There are several decent OCR packages for Macs. Be aware that the cheap and free options are particularly error prone.

This may be of no help whatsoever, but my feeling has been that every error not made by OCR is one less error that has to be found by a proofer. I haven't been satisfied with any of the OCR packages I've tried, and have chosen to use the OCR pool for all my projects. (Except for the one I typed in!) I've had very good results this way. DANewman


ABBYY Finereader Express for Mac (as of July 2011) gives accurate results but is not acceptable for DP projects because it outputs the text from all your input images into one long file.

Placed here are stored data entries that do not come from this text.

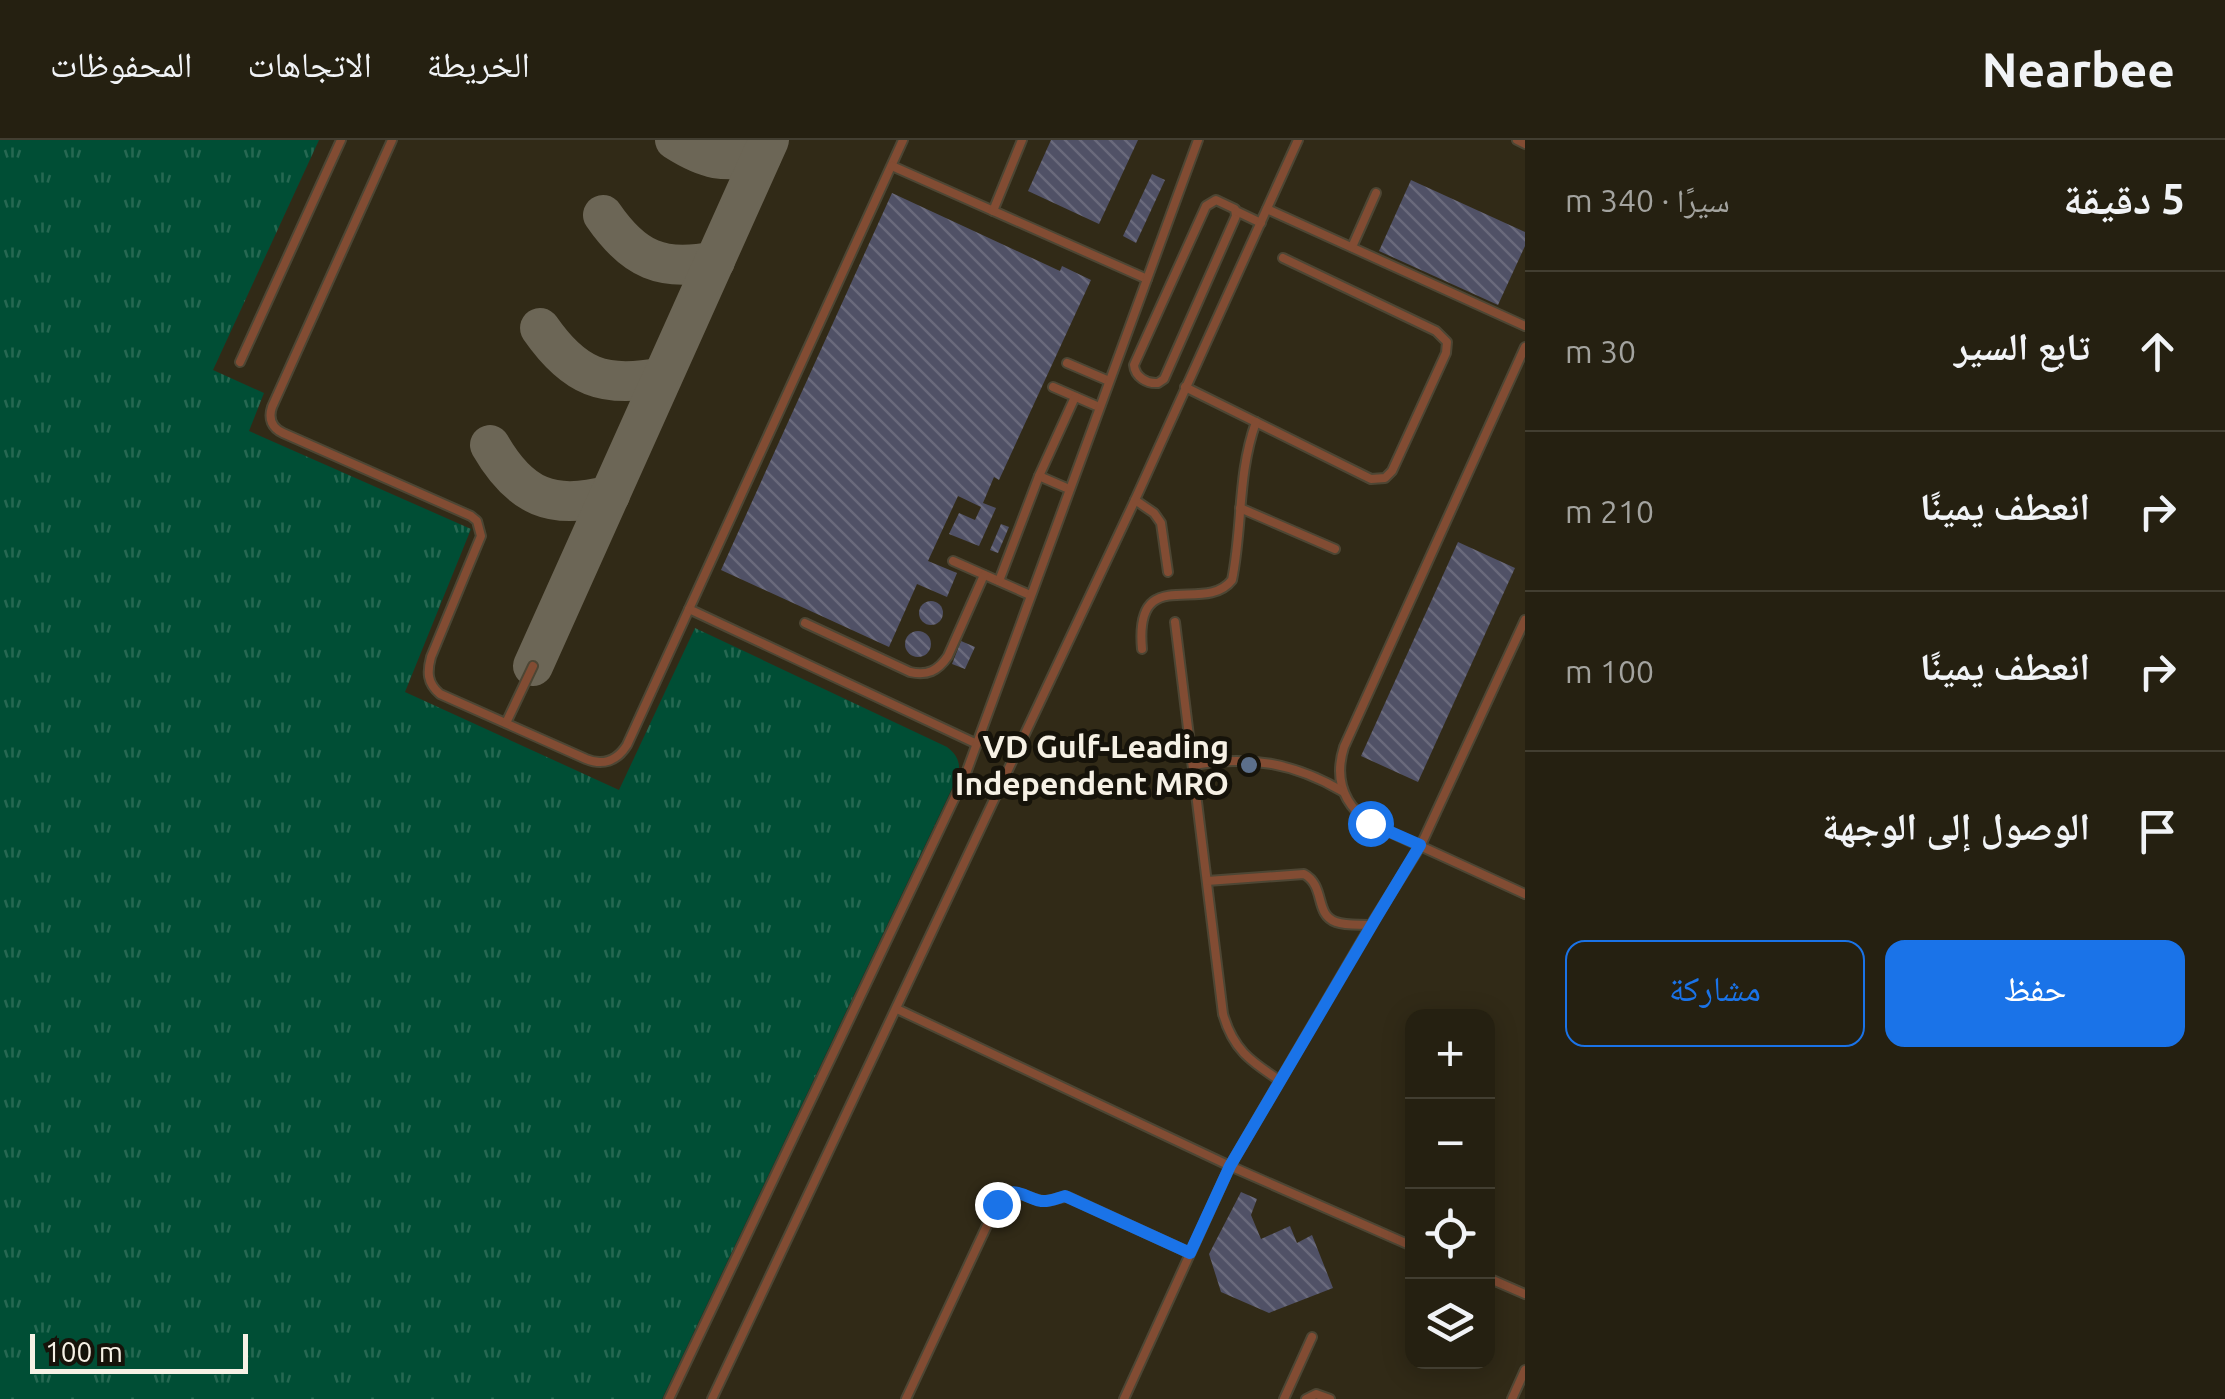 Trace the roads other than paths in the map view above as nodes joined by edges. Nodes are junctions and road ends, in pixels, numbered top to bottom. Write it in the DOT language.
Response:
graph roads {
  1 [pos="341,140"];
  2 [pos="392,140"];
  3 [pos="903,140"];
  4 [pos="1022,140"];
  5 [pos="1198,140"];
  6 [pos="1298,140"];
  7 [pos="1517,140"];
  8 [pos="1525,144"];
  9 [pos="892,166"];
  10 [pos="1376,193"];
  11 [pos="1268,209"];
  12 [pos="993,210"];
  13 [pos="1236,211"];
  14 [pos="1262,223"];
  15 [pos="1352,248"];
  16 [pos="1283,258"];
  17 [pos="1147,279"];
  18 [pos="1525,326"];
  19 [pos="1525,347"];
  20 [pos="240,362"];
  21 [pos="1068,364"];
  22 [pos="1109,381"];
  23 [pos="1186,387"];
  24 [pos="1053,388"];
  25 [pos="1075,397"];
  26 [pos="1100,407"];
  27 [pos="1256,422"];
  28 [pos="1039,476"];
  29 [pos="1070,489"];
  30 [pos="1135,500"];
  31 [pos="1240,508"];
  32 [pos="1335,550"];
  33 [pos="953,561"];
  34 [pos="1168,572"];
  35 [pos="984,575"];
  36 [pos="999,582"];
  37 [pos="1030,596"];
  38 [pos="689,609"];
  39 [pos="1525,620"];
  40 [pos="1175,622"];
  41 [pos="805,623"];
  42 [pos="1142,649"];
  43 [pos="533,666"];
  44 [pos="506,723"];
  45 [pos="977,744"];
  46 [pos="1194,766"];
  47 [pos="1342,791"];
  48 [pos="1420,845"];
  49 [pos="1208,881"];
  50 [pos="1525,894"];
  51 [pos="1371,925"];
  52 [pos="897,1009"];
  53 [pos="1279,1080"];
  54 [pos="1230,1166"];
  55 [pos="1405,1243"];
  56 [pos="1190,1253"];
  57 [pos="1490,1279"];
  58 [pos="1525,1294"];
  59 [pos="1312,1337"];
  60 [pos="1525,1370"];
  61 [pos="669,1399"];
  62 [pos="712,1399"];
  63 [pos="906,1399"];
  64 [pos="1124,1399"];
  65 [pos="1284,1399"];
  66 [pos="1306,1399"];
  67 [pos="1330,1399"];
  68 [pos="1512,1399"];
  1 -- 20 [label="lane"];
  2 -- 44 [label="lane"];
  3 -- 9 [label="lane"];
  4 -- 12 [label="lane"];
  5 -- 17 [label="lane"];
  6 -- 11 [label="lane"];
  7 -- 8 [label="lane"];
  9 -- 12 [label="lane"];
  9 -- 38 [label="lane"];
  10 -- 15 [label="lane"];
  11 -- 14 [label="lane"];
  11 -- 15 [label="lane"];
  12 -- 17 [label="lane"];
  13 -- 13 [label="lane"];
  13 -- 14 [label="lane"];
  14 -- 23 [label="lane"];
  15 -- 18 [label="lane"];
  16 -- 27 [label="lane"];
  17 -- 22 [label="lane"];
  19 -- 47 [label="lane"];
  21 -- 22 [label="lane"];
  22 -- 26 [label="lane"];
  23 -- 27 [label="lane"];
  23 -- 30 [label="lane"];
  24 -- 25 [label="lane"];
  25 -- 26 [label="lane"];
  25 -- 28 [label="lane"];
  26 -- 29 [label="lane"];
  27 -- 31 [label="lane"];
  28 -- 29 [label="lane"];
  28 -- 36 [label="lane"];
  29 -- 37 [label="lane"];
  30 -- 34 [label="lane"];
  30 -- 52 [label="lane"];
  31 -- 32 [label="lane"];
  31 -- 42 [label="lane"];
  33 -- 35 [label="lane"];
  35 -- 36 [label="lane"];
  35 -- 41 [label="lane"];
  36 -- 37 [label="lane"];
  37 -- 45 [label="lane"];
  38 -- 44 [label="lane"];
  38 -- 45 [label="lane"];
  39 -- 48 [label="lane"];
  40 -- 46 [label="lane"];
  43 -- 44 [label="lane"];
  45 -- 61 [label="lane"];
  46 -- 47 [label="lane"];
  46 -- 49 [label="lane"];
  47 -- 48 [label="lane"];
  48 -- 50 [label="lane"];
  48 -- 51 [label="lane"];
  49 -- 51 [label="lane"];
  49 -- 53 [label="lane"];
  51 -- 53 [label="lane"];
  52 -- 54 [label="lane"];
  52 -- 62 [label="lane"];
  53 -- 54 [label="lane"];
  54 -- 55 [label="lane"];
  54 -- 56 [label="lane"];
  56 -- 63 [label="lane"];
  56 -- 64 [label="lane"];
  57 -- 58 [label="lane"];
  59 -- 65 [label="lane"];
  60 -- 68 [label="lane"];
  66 -- 67 [label="lane"];
} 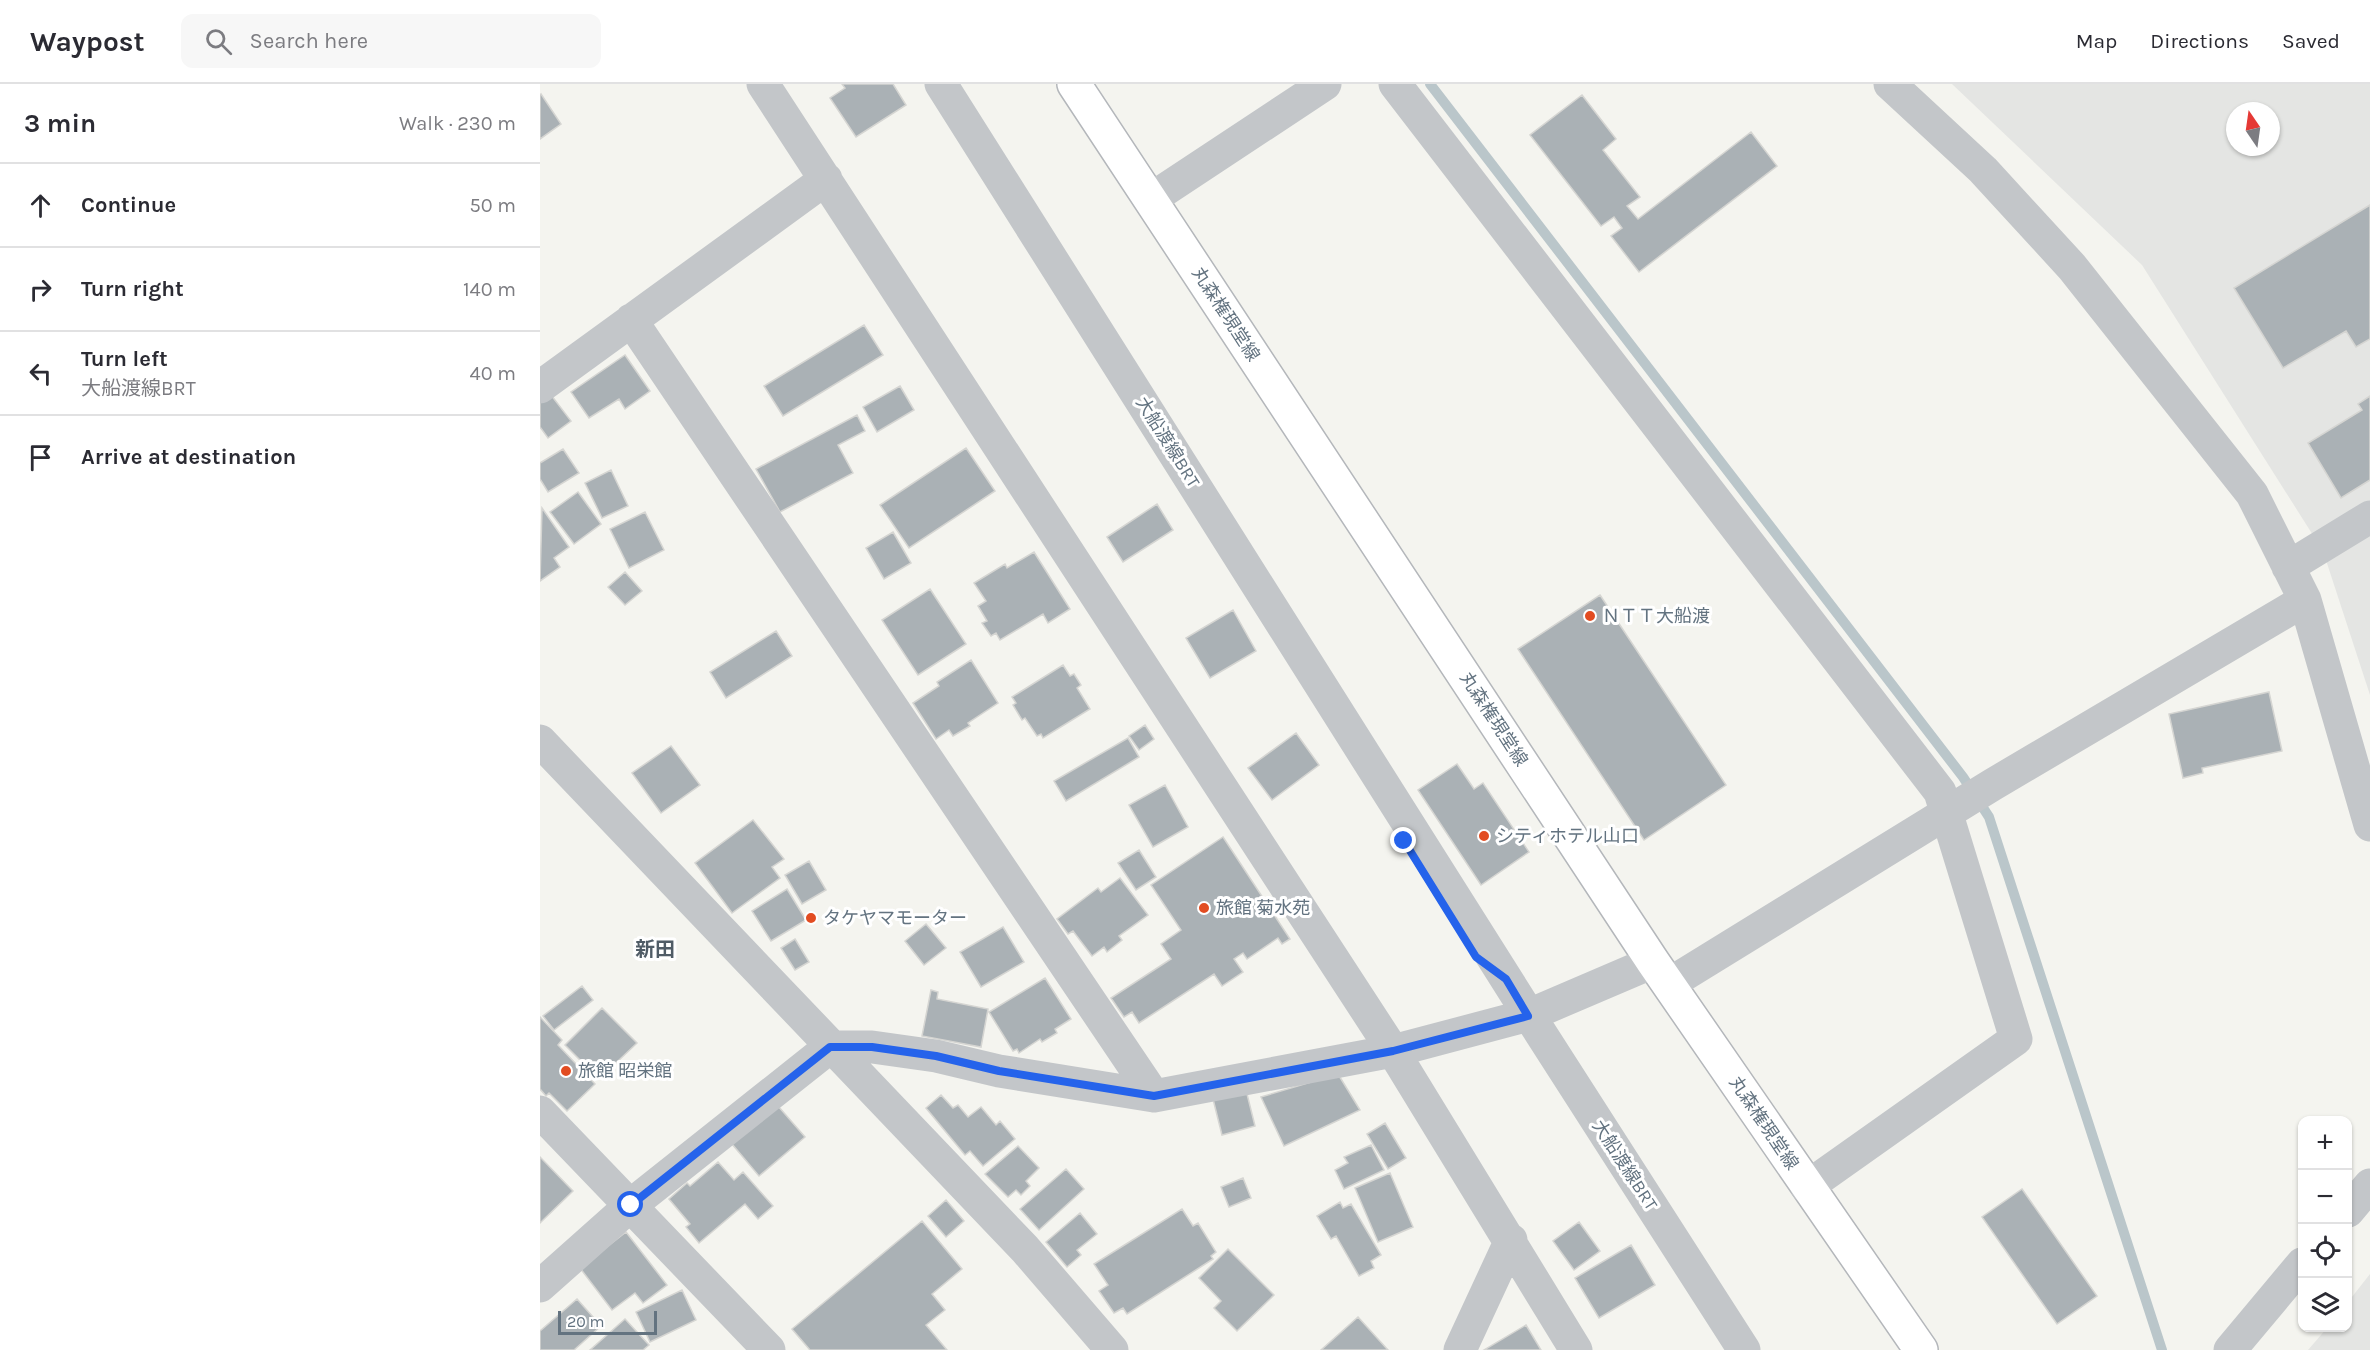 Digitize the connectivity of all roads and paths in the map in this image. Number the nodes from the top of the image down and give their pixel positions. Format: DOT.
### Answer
graph roads {
  1 [pos="763,84"];
  2 [pos="941,84"];
  3 [pos="1074,84"];
  4 [pos="1325,84"];
  5 [pos="1395,84"];
  6 [pos="1890,84"];
  7 [pos="826,179"];
  8 [pos="1151,199"];
  9 [pos="631,320"];
  10 [pos="540,387"];
  11 [pos="2370,518"];
  12 [pos="2288,567"];
  13 [pos="2305,600"];
  14 [pos="540,741"];
  15 [pos="1953,810"];
  16 [pos="2370,825"];
  17 [pos="1661,973"];
  18 [pos="1528,1016"];
  19 [pos="830,1047"];
  20 [pos="1393,1051"];
  21 [pos="1154,1096"];
  22 [pos="540,1112"];
  23 [pos="2370,1185"];
  24 [pos="1807,1187"];
  25 [pos="631,1205"];
  26 [pos="2352,1206"];
  27 [pos="1511,1240"];
  28 [pos="2298,1269"];
  29 [pos="540,1286"];
  30 [pos="769,1350"];
  31 [pos="1112,1350"];
  32 [pos="1460,1350"];
  33 [pos="1576,1350"];
  34 [pos="1744,1350"];
  35 [pos="1921,1350"];
  36 [pos="2230,1350"];
  1 -- 7 [label="street"];
  2 -- 18 [label="street, 大船渡線BRT"];
  3 -- 8 [label="main road, 丸森権現堂線"];
  4 -- 8 [label="street"];
  5 -- 15 [label="street"];
  6 -- 12 [label="street"];
  7 -- 9 [label="street"];
  7 -- 20 [label="street"];
  8 -- 17 [label="main road, 丸森権現堂線"];
  9 -- 10 [label="street"];
  9 -- 21 [label="street"];
  11 -- 12 [label="street"];
  12 -- 13 [label="street"];
  13 -- 15 [label="street"];
  13 -- 16 [label="street"];
  14 -- 19 [label="street"];
  15 -- 17 [label="street"];
  15 -- 24 [label="street"];
  17 -- 18 [label="street"];
  17 -- 24 [label="main road, 丸森権現堂線"];
  18 -- 20 [label="street"];
  18 -- 34 [label="street, 大船渡線BRT"];
  19 -- 21 [label="street"];
  19 -- 25 [label="street"];
  19 -- 31 [label="street"];
  20 -- 21 [label="street"];
  20 -- 27 [label="street"];
  22 -- 25 [label="street"];
  23 -- 26 [label="street"];
  24 -- 35 [label="main road, 丸森権現堂線"];
  25 -- 29 [label="street"];
  25 -- 30 [label="street"];
  27 -- 32 [label="street"];
  27 -- 33 [label="street"];
  28 -- 36 [label="street"];
}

OCRkit (for Mac) is error prone. wannado

Image Processing

Both of these are powerful image manipulation programs. GraphicConverter also can batch process images. GIMP might too, but only if you're good at scripting. The Guide to Image Processing includes instructions on using GIMP.

Automator

Automator can do some useful things for you, although I find it is rather slow and rather limited. Its advantage is that you already have it, and it's easy to use. Here are some features that may be useful when CPing:

  • With images (under the Preview category in the workflow building pane)
    • Change format (to jpg, png, or various formats you're less likely to want)
    • Scale (although my guess is that the quality of the rescaling may not be good)
    • Crop (cropping always centred though)
    • Rotate (by multiple of 90 degrees)
    • Flip
  • With text (under TextEdit)
    • Combine text files
  • With PDF (under PDF)
    • Render PDF pages as images (gets you a separate file, png say, from each page of a multipage PDF. You have to choose a resolution. This may not be the best route for doing this.)
  • Finder
    • Rename files (in conjunction with Get selected, Copy, Sort) This can rename your page files sequentially, add or remove text from the filename, etc. But it's not as speedy at it as GraphicConverter, nor can it do fancier things like incrementing filenames by two or whatever.